Rather than dispute that it was him on that tape, Trump instead downplayed the idea that he had or would actually engage in the kind of behaviors he described — specifically, grabbing women “by the p‑‑‑y,” kissing them without permission and pursuing a married woman.

Trump tacitly acknowledged the tape's authenticity right away on Oct. 7, 2016, although he appended an “if anyone was offended” caveat and a Bill Clinton attack to his apology:

This was locker room banter, a private conversation that took place many years ago. Bill Clinton has said far worse to me on the golf course — not even close. I apologize if anyone was offended.

Later that night, he issued a more complete apology via a video on Facebook (emphases added):

I've never said I'm a perfect person, nor pretended to be someone that I'm not. I've said and done things I regret, and the words released today on this more than a decade-old video are one of them. Anyone who knows me knows these words don't reflect who I am. I said it, I was wrong, and I apologize. . . .
Let's be honest: We're living in the real world. This is nothing more than a distraction from the important issues we're facing today. We are losing our jobs, we're less safe than we were eight years ago, and Washington is totally broken. Hillary Clinton and her kind have run our country into the ground. I've said some foolish things, but there's a big difference between the words and actions of other people. Bill Clinton has actually abused women, and Hillary has bullied, attacked, shamed and intimidated his victims. We will discuss this more in the coming days. See you at the debate on Sunday.

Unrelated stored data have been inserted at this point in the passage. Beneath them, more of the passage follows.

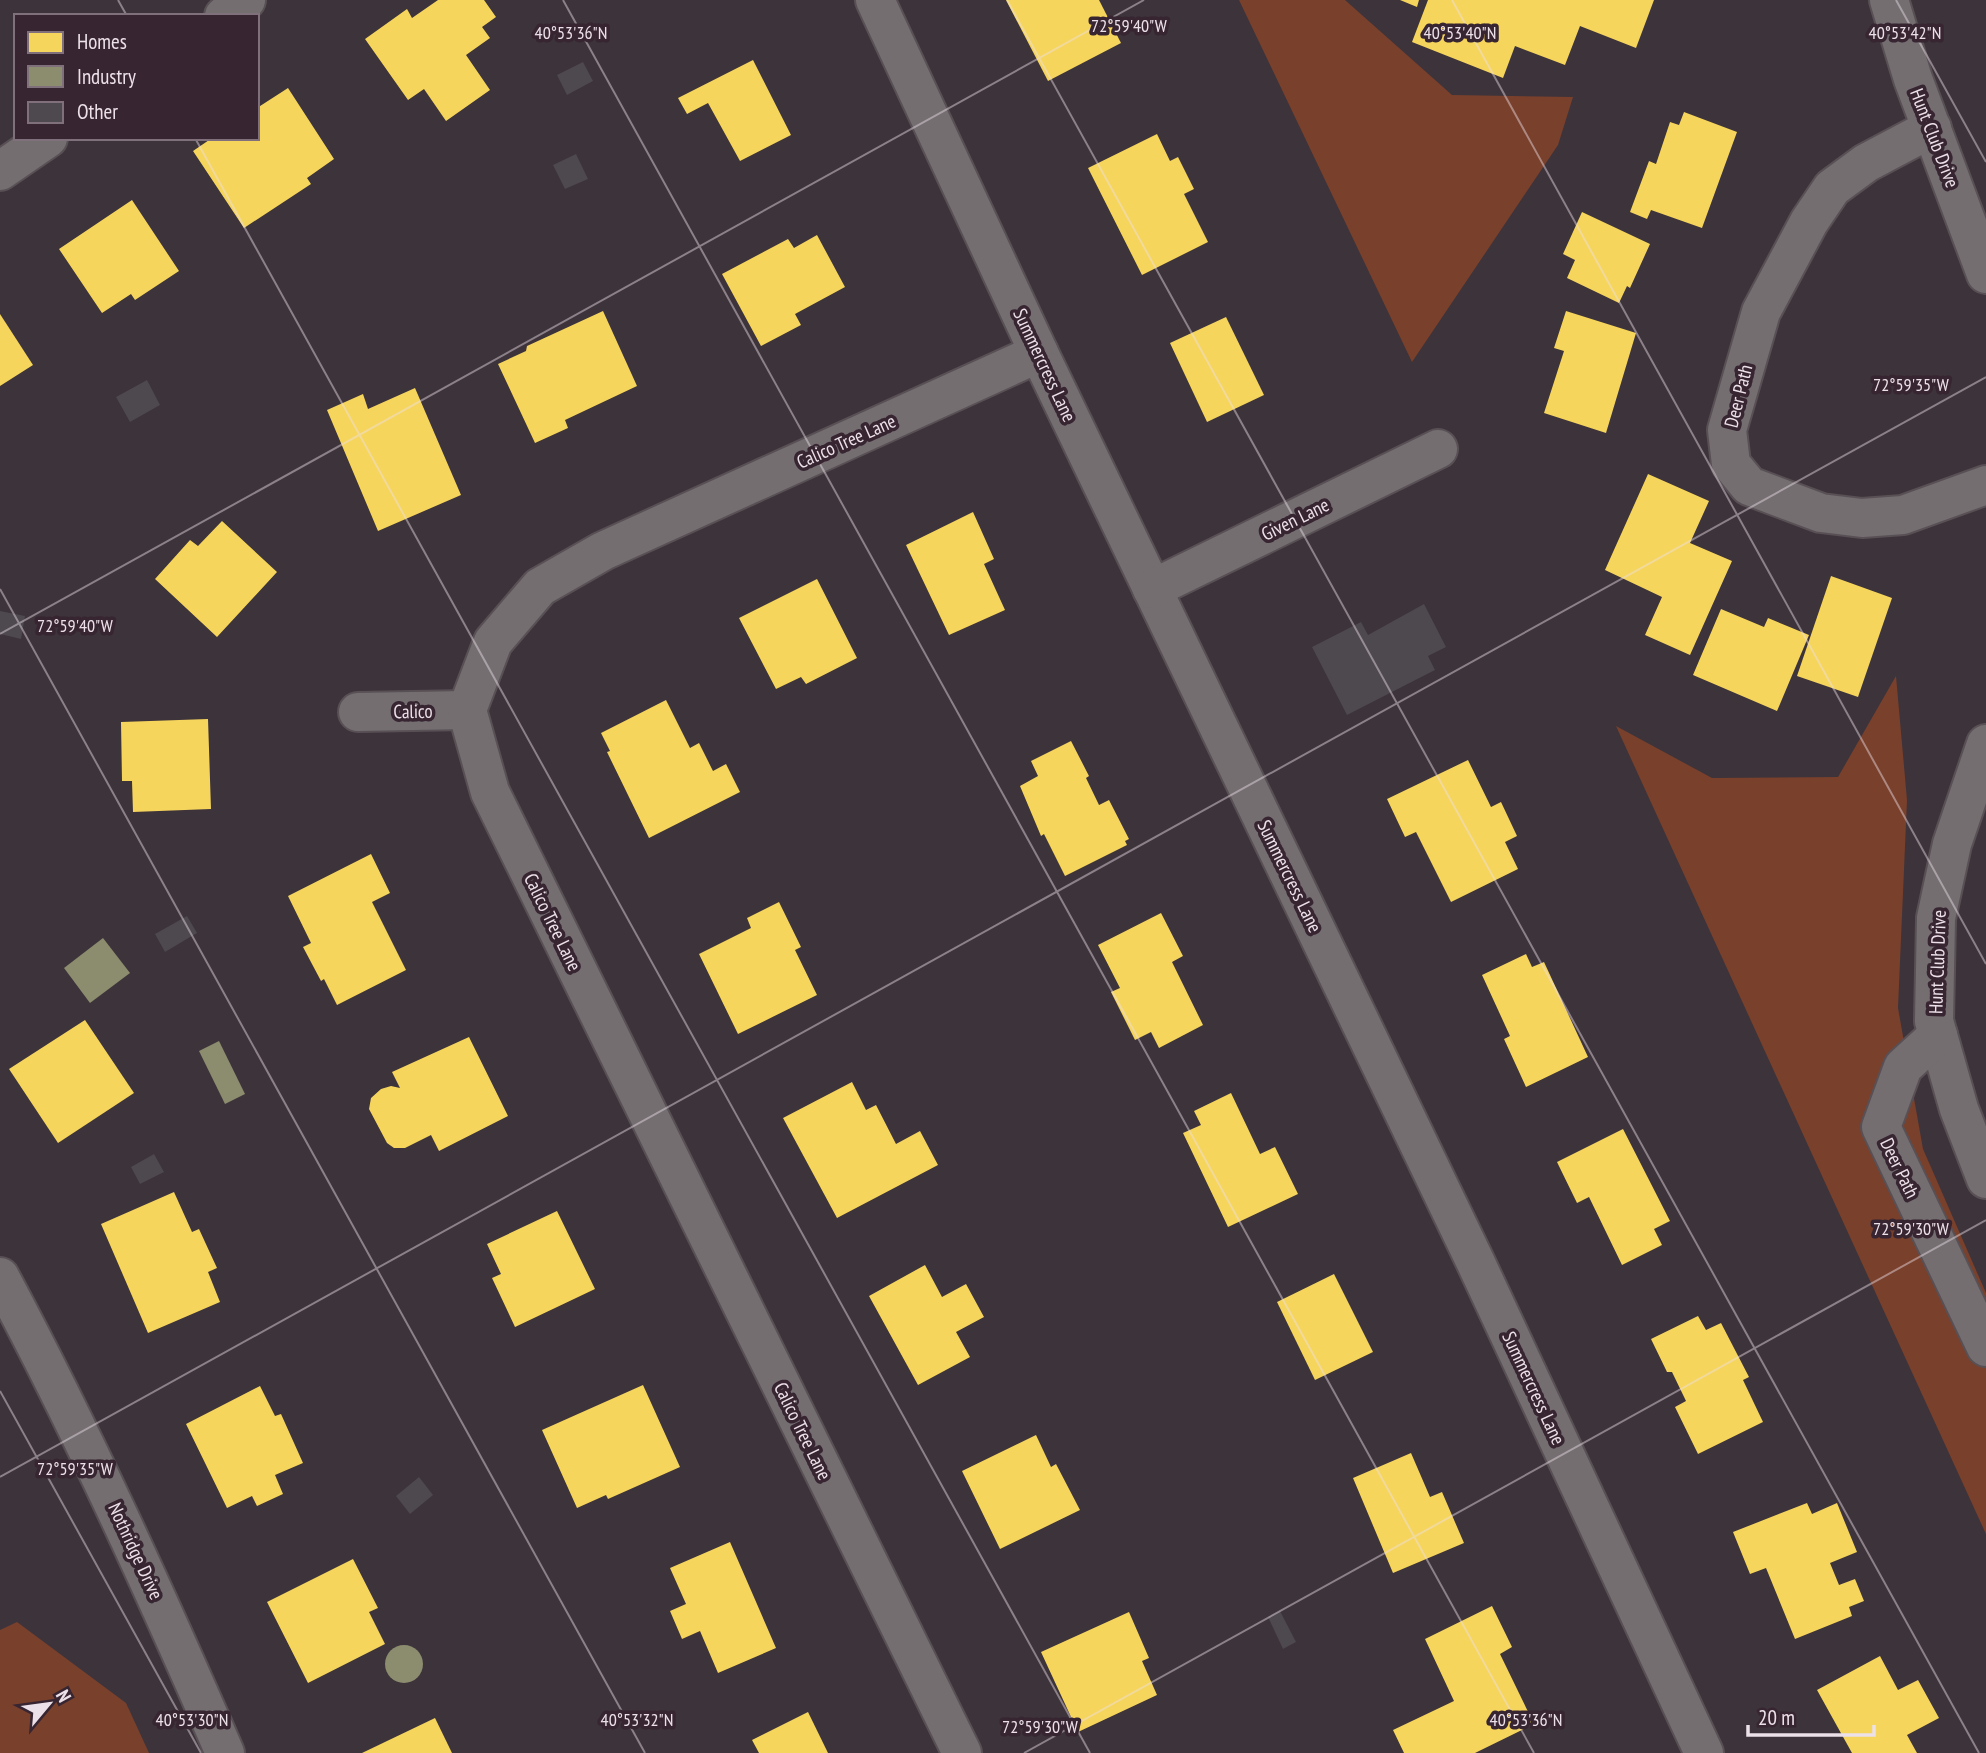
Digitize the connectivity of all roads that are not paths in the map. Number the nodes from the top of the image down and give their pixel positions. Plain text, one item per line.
1 (246, 0) edge
2 (875, 0) edge
3 (1889, 0) edge
4 (227, 14) edge
5 (1931, 128) junction
6 (44, 140) edge
7 (0, 171) edge
8 (1986, 274) edge
9 (1039, 353) junction
10 (1438, 449) dead end
11 (1986, 485) edge
12 (1152, 589) junction
13 (467, 710) junction
14 (358, 712) dead end
15 (1986, 744) edge
16 (1938, 1035) junction
17 (1986, 1179) edge
18 (0, 1278) edge
19 (1986, 1347) edge
20 (225, 1753) edge
21 (961, 1753) edge
22 (1704, 1753) edge

1 - 4 street
2 - 9 street, Summercress Lane
3 - 5 street, Hunt Club Drive
5 - 8 street, Hunt Club Drive
5 - 11 street, Deer Path
6 - 7 street
9 - 12 street, Summercress Lane
9 - 13 street, Calico Tree Lane
10 - 12 street, Given Lane
12 - 22 street, Summercress Lane
13 - 14 street, Calico
13 - 21 street, Calico Tree Lane
15 - 16 street, Hunt Club Drive
16 - 17 street, Hunt Club Drive
16 - 19 street, Deer Path
18 - 20 street, Nothridge Drive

At that debate two days later, Trump was again pressed on the issue, and he again copped to the tape's authenticity:

It was locker room talk, as I told you. That was locker room talk. I'm not proud of it. I am a person who has great respect for people, for my family, for the people of this country. And certainly, I'm not proud of it. But that was something that happened. . . .
I am absolutely — I apologize for those words. But it is things that people say. But what President Clinton did, he was impeached, he lost his license to practice law. He had to pay an $850,000 fine to one of the women, Paula Jones, who's also here tonight. And I will tell you that when Hillary brings up a point like that and she talks about words that I said 11 years ago, I think it's disgraceful, and I think she should be ashamed of herself, if you want to know the truth.

So in just those three sets of comments are nine acknowledgments that it was his voice on that tape. And yet, according to the Times, Trump has been repeatedly suggesting that it wasn't.

This is at once shocking and completely unsurprising. There are plenty of Donald Trump impersonators out there, sure, but this would be an impossibly elaborate hoax. The most objectionable comments on the video take place while Trump and Billy Bush are out of sight, inside a bus, but they later emerge from that bus in the uncut video.

The simpler explanation is that this is merely Trump never being willing to give an inch. Every slight by the media has to be fake news, and every perceived shortcoming has to have an alternative explanation. Trump was prevailed upon to issue a rare full-scale apology in this case, but he'd still like to sow doubts about whether he actually did the thing he was forced to apologize for.

We'll have to see if Trump makes the same allegation publicly. If there's anything that he's shown us, it's that the implausibility of the claim doesn't serve as any real deterrent. This is a candidate and president, after all, who has argued that 3 million to 5 million people voted illegally in the 2016 election and that they voted only for Hillary Clinton. He also suggested Ted Cruz's dad might have killed John F. Kennedy. He said people were celebrating in the streets of New Jersey on 9/11.

Next to those, it would really only make sense that he would call the “Access Hollywood” tape fake news.